**Problem description:** Begin at the first line of the data and copy each line through the one containing "position:absolute; left:12px; top:12px;", that line included, with no pictures.

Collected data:
((

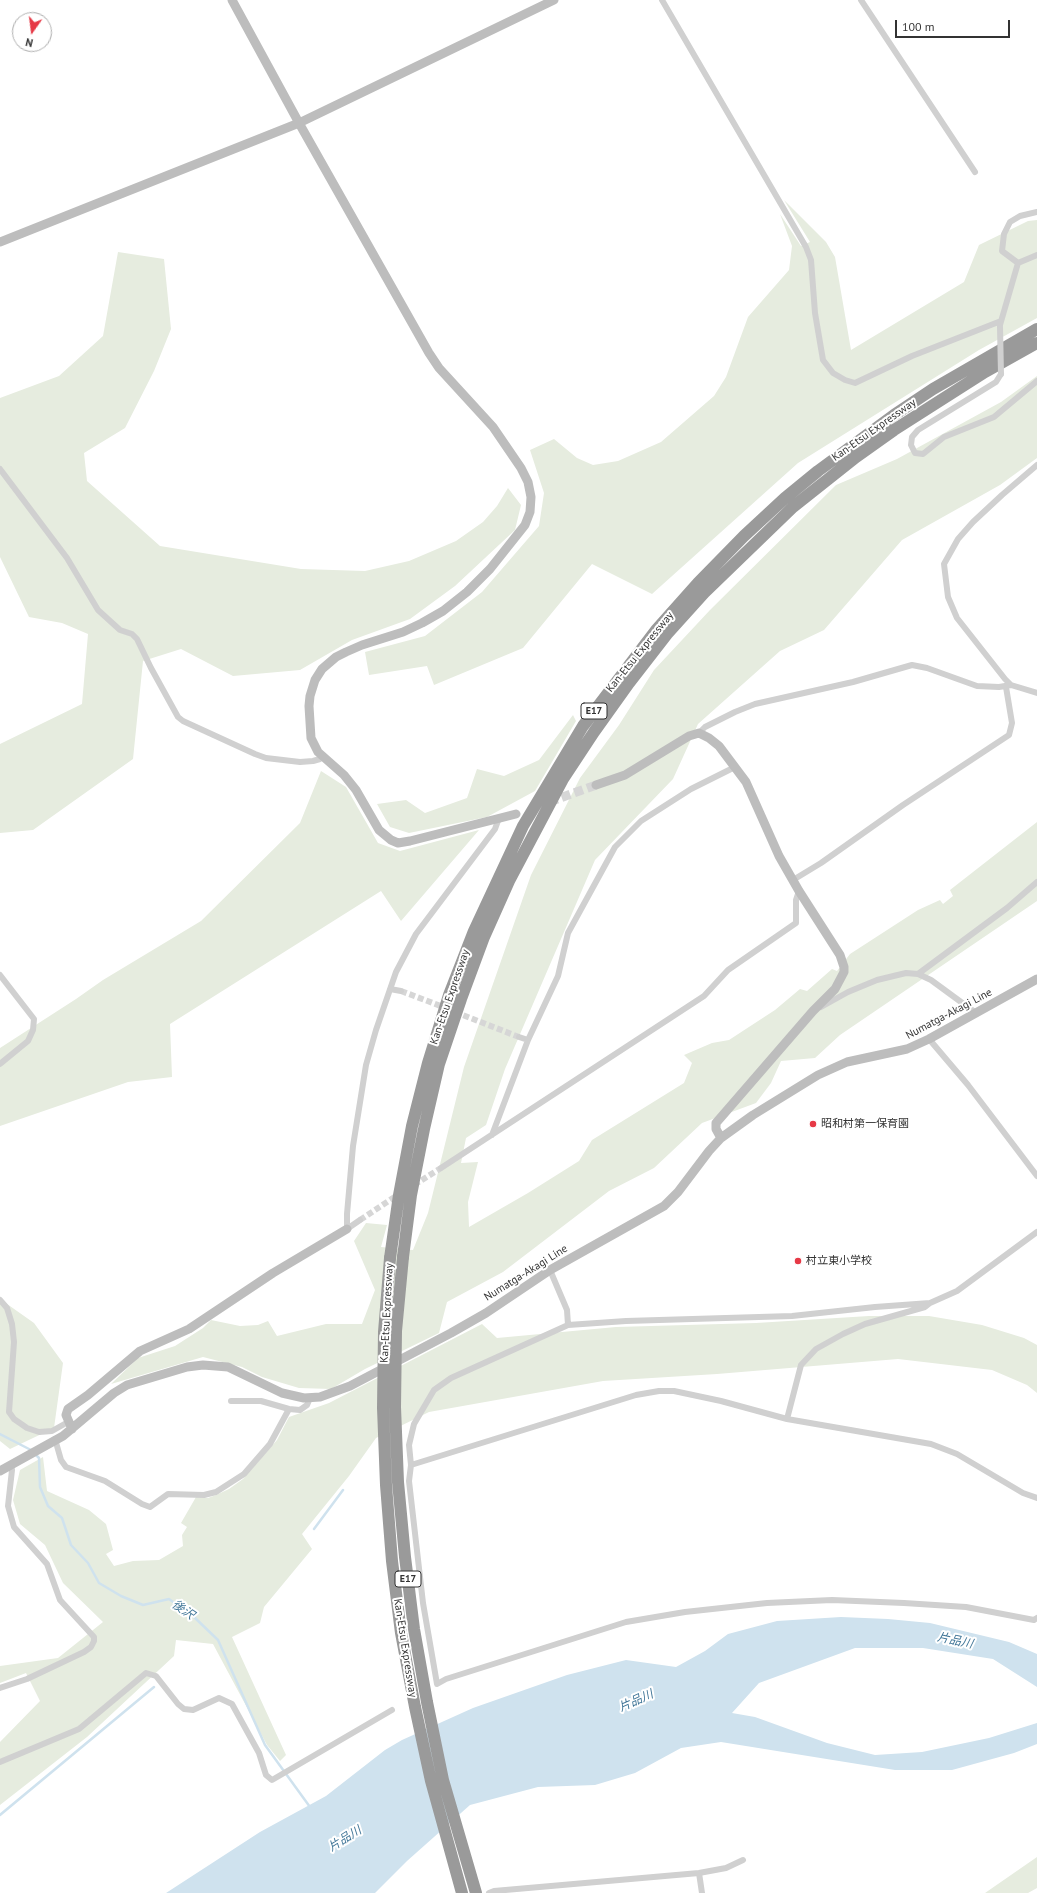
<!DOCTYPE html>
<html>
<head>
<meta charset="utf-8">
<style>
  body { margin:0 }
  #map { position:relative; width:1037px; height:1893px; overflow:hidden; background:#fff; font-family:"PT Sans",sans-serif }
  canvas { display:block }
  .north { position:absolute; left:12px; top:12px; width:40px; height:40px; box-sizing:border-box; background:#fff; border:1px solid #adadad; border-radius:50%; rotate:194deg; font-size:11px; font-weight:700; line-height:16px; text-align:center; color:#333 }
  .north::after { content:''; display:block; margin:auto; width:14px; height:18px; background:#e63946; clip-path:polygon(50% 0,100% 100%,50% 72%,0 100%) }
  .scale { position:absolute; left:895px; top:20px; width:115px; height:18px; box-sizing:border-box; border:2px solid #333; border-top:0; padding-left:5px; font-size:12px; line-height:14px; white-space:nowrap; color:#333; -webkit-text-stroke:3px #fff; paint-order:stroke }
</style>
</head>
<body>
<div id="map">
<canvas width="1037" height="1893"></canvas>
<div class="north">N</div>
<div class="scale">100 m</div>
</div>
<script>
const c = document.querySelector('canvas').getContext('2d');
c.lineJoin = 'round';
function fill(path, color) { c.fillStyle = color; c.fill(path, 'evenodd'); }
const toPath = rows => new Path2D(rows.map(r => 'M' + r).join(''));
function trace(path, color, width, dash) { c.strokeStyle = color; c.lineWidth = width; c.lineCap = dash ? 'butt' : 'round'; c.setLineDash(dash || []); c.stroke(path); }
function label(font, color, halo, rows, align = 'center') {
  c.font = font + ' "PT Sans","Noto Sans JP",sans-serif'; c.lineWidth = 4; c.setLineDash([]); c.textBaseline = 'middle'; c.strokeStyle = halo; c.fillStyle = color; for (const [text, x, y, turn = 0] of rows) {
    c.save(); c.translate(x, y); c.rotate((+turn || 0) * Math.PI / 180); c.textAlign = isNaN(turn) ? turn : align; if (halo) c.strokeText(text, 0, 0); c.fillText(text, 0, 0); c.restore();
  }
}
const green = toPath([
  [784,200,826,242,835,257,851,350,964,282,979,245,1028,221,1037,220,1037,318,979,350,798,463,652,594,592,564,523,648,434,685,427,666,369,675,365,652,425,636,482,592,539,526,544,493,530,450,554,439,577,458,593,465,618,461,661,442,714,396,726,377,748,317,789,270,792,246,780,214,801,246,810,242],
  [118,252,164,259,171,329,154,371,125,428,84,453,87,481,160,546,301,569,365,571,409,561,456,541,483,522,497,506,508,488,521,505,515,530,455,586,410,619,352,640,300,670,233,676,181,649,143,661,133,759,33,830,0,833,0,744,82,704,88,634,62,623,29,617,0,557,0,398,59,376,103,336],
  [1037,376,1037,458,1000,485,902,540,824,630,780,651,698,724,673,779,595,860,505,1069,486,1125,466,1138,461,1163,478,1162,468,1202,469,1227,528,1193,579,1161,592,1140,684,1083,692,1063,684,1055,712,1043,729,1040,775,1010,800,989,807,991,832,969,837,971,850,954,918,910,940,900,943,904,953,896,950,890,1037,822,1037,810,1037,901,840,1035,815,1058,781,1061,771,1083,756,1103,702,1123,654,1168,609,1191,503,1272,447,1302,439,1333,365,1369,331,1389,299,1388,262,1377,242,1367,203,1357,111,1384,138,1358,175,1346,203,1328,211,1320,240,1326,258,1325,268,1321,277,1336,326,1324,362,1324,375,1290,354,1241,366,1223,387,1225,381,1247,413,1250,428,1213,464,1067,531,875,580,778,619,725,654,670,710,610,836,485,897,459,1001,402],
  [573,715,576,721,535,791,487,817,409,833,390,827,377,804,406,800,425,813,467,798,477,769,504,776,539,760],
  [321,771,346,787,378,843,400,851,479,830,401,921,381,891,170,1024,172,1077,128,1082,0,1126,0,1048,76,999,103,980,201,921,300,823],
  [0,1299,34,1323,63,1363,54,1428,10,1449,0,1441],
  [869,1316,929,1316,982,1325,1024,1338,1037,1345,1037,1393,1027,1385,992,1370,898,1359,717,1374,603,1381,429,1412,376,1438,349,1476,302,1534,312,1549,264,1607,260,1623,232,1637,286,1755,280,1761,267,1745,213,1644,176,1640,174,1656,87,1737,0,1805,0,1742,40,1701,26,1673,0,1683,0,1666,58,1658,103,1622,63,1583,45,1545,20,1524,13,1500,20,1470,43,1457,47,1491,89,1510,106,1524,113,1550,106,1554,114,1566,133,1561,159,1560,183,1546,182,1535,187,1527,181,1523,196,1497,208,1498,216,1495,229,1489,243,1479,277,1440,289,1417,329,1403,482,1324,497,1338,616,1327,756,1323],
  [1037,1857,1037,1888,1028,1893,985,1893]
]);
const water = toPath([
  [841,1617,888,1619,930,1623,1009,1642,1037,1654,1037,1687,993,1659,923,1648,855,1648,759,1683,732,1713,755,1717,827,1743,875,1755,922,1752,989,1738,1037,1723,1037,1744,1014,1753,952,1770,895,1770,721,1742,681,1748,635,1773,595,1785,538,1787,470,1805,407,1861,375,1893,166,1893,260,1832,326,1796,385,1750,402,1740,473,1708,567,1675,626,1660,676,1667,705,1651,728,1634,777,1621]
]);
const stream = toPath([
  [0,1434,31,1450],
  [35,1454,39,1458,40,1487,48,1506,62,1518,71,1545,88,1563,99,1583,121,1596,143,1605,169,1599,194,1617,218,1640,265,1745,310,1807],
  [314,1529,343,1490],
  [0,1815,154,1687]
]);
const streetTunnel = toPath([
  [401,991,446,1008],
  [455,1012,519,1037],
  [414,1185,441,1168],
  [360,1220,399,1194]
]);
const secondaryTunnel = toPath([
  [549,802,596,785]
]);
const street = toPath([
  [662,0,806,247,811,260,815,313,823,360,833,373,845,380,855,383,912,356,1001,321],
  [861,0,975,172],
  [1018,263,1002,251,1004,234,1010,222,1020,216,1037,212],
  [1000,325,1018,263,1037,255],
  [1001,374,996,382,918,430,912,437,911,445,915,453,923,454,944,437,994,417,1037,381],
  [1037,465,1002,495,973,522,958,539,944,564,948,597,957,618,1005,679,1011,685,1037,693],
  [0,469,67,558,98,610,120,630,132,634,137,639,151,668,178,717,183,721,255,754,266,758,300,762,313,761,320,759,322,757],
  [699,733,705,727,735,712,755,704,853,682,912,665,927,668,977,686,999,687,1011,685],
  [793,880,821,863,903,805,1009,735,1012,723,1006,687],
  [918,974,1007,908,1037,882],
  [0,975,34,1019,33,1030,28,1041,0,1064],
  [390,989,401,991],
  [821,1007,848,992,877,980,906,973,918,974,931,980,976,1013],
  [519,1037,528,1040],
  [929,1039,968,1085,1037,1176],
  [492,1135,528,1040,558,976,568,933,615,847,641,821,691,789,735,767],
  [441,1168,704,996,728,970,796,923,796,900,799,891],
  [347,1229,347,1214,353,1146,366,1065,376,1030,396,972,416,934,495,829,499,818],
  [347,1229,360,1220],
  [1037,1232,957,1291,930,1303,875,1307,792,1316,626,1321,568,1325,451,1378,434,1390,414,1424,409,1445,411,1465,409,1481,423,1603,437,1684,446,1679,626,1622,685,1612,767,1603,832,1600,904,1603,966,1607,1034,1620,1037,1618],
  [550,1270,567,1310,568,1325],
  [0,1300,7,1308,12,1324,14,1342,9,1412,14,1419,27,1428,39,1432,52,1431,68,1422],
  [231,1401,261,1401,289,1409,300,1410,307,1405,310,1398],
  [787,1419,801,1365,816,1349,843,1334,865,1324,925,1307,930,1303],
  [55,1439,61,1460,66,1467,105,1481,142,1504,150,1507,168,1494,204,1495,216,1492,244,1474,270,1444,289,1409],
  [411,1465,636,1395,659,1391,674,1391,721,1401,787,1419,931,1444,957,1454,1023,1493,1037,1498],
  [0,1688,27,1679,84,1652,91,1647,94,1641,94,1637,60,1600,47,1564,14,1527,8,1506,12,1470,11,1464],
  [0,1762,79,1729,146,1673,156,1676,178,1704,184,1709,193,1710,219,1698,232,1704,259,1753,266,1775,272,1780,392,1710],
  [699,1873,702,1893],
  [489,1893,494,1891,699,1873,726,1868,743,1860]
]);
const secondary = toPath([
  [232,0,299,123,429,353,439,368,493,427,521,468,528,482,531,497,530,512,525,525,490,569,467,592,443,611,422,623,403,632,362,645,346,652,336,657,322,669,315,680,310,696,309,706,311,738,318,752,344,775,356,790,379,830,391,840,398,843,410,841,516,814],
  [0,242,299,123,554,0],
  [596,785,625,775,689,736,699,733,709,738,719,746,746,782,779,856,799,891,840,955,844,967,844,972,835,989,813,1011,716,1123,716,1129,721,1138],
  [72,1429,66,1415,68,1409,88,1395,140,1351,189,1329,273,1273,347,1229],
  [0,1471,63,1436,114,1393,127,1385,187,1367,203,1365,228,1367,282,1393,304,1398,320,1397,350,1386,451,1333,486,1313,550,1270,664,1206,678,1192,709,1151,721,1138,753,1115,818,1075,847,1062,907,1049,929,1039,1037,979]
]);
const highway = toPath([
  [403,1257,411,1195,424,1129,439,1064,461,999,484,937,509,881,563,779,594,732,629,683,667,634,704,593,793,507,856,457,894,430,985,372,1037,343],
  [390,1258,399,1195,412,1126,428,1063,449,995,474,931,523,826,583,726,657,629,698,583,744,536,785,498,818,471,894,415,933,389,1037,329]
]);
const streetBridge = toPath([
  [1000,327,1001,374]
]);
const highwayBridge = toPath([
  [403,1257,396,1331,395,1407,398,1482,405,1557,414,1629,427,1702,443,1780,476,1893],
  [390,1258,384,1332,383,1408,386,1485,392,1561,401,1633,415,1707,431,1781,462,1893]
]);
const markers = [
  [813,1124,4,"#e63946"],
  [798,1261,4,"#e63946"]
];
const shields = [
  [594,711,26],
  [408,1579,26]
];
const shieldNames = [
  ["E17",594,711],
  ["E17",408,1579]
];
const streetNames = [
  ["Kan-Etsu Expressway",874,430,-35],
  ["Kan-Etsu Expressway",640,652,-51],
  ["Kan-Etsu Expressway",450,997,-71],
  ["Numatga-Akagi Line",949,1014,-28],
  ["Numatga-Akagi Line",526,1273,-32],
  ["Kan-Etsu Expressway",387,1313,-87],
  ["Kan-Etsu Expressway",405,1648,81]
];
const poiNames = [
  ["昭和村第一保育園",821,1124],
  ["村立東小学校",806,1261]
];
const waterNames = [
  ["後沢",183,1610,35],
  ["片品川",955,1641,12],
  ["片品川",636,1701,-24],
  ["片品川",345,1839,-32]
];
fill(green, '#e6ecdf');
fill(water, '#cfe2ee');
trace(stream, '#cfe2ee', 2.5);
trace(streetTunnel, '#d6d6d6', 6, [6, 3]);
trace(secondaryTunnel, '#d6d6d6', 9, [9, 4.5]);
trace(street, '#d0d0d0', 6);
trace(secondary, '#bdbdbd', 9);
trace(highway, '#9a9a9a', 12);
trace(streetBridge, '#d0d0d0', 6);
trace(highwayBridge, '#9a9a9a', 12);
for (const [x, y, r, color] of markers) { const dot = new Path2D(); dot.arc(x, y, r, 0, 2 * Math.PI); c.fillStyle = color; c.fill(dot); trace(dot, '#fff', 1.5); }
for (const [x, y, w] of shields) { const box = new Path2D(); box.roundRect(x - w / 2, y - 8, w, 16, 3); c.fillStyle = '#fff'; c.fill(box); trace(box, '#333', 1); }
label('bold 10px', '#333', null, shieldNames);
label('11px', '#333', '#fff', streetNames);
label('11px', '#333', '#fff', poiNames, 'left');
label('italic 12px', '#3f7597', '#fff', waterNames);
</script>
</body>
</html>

))

**Solution:**
<!DOCTYPE html>
<html>
<head>
<meta charset="utf-8">
<style>
  body { margin:0 }
  #map { position:relative; width:1037px; height:1893px; overflow:hidden; background:#fff; font-family:"PT Sans",sans-serif }
  canvas { display:block }
  .north { position:absolute; left:12px; top:12px; width:40px; height:40px; box-sizing:border-box; background:#fff; border:1px solid #adadad; border-radius:50%; rotate:194deg; font-size:11px; font-weight:700; line-height:16px; text-align:center; color:#333 }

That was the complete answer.